» **The task**: Report each line of the entries below that includes "LISTOPADA".

» **Provided entries**:
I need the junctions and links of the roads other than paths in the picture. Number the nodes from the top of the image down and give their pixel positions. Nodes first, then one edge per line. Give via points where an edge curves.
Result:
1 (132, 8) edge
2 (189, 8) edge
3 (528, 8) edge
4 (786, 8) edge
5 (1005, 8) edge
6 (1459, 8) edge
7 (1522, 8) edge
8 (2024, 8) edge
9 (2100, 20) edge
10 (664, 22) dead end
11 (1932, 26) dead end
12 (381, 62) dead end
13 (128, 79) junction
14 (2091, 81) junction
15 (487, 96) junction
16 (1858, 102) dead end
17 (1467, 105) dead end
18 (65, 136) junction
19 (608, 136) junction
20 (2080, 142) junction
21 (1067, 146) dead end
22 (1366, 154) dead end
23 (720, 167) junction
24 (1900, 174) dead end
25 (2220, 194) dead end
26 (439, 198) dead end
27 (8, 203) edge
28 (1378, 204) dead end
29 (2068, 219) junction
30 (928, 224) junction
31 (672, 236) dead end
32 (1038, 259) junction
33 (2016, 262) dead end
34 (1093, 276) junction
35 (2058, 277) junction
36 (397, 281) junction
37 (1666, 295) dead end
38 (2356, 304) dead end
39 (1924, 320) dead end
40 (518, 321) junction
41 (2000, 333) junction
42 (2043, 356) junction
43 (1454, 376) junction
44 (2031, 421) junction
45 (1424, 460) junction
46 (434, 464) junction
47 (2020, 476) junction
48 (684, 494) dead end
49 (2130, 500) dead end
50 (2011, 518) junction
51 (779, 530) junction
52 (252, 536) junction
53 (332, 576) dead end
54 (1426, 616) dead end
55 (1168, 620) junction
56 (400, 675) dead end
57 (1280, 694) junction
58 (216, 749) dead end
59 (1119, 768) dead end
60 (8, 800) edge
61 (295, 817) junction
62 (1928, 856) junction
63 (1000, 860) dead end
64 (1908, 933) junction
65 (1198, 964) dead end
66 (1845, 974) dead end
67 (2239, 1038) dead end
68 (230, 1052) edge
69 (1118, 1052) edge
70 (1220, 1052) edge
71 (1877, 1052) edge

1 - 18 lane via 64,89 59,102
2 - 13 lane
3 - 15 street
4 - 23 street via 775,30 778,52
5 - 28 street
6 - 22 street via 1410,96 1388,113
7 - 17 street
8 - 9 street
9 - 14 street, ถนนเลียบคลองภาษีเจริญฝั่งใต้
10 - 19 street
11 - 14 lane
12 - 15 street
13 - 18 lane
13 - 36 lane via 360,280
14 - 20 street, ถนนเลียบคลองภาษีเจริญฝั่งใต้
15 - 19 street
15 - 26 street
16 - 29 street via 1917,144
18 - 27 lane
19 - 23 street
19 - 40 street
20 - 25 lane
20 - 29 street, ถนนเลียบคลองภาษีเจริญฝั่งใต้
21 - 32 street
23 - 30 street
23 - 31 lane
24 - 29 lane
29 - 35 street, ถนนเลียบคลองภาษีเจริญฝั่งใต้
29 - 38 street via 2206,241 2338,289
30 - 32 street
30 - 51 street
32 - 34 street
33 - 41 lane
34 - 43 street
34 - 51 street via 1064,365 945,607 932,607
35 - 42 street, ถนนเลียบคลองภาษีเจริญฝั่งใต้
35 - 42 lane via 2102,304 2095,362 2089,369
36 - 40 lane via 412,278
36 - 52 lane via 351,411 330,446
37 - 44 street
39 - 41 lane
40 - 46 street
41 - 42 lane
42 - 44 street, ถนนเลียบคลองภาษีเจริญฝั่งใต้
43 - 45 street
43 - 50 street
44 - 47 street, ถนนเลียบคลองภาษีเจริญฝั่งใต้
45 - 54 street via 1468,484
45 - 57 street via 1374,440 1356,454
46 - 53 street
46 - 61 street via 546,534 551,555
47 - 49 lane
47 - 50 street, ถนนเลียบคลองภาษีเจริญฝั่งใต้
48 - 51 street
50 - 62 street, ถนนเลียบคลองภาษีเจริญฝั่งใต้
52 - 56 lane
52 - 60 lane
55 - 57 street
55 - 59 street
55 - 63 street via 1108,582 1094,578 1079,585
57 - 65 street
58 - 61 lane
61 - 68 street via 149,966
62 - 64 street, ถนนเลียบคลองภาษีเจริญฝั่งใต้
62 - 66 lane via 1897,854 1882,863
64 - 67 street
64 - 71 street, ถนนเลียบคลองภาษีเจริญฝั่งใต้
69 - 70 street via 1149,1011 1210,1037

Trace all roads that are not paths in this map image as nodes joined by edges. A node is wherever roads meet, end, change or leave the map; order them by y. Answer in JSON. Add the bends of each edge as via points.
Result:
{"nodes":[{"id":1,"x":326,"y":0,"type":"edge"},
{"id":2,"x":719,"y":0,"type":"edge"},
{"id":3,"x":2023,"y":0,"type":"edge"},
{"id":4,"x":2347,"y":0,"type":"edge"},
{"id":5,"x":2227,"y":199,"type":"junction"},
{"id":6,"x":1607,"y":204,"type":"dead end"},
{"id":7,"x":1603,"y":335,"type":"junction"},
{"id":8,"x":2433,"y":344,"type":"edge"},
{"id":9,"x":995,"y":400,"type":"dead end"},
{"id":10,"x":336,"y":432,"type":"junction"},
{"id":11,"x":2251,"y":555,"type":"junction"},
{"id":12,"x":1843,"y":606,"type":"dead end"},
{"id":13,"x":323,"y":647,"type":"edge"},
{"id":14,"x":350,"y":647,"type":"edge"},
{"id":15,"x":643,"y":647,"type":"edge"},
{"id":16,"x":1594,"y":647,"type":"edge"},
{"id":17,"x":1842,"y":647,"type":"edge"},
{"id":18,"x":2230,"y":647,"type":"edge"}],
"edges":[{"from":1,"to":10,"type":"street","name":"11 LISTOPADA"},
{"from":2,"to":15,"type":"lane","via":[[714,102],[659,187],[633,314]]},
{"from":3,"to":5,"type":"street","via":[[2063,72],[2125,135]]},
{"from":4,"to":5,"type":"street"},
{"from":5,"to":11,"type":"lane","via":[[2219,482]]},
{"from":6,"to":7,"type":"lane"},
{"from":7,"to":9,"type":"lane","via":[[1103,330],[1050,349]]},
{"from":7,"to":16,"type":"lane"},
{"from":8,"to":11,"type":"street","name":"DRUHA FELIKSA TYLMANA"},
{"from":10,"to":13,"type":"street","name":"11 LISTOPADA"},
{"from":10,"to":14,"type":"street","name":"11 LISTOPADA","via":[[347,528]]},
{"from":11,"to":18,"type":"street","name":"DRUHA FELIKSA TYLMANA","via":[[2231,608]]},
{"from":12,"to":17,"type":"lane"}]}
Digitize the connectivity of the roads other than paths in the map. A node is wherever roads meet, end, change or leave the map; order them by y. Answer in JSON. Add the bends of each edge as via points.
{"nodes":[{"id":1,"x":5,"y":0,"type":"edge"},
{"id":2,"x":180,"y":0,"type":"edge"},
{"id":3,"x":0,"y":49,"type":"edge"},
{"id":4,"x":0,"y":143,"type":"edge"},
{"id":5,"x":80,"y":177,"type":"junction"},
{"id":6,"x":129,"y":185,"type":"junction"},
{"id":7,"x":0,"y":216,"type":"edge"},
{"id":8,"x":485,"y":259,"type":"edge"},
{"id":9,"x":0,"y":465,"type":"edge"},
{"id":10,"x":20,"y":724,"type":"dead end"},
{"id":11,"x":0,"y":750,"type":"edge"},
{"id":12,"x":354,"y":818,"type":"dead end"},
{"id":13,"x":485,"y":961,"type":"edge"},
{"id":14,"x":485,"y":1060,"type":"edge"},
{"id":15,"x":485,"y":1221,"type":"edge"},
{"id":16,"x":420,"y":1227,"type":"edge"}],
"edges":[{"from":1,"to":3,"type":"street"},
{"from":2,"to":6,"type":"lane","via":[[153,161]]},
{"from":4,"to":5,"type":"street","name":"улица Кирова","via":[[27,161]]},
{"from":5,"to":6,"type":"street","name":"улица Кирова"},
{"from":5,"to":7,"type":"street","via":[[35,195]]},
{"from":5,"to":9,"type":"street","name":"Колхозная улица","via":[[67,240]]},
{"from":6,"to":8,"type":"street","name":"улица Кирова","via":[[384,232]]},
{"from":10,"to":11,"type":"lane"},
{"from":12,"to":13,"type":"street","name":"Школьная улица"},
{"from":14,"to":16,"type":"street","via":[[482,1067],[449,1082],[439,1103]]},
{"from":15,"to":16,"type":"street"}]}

» **Response**:
"edges":[{"from":1,"to":10,"type":"street","name":"11 LISTOPADA"},
{"from":10,"to":13,"type":"street","name":"11 LISTOPADA"},
{"from":10,"to":14,"type":"street","name":"11 LISTOPADA","via":[[347,528]]},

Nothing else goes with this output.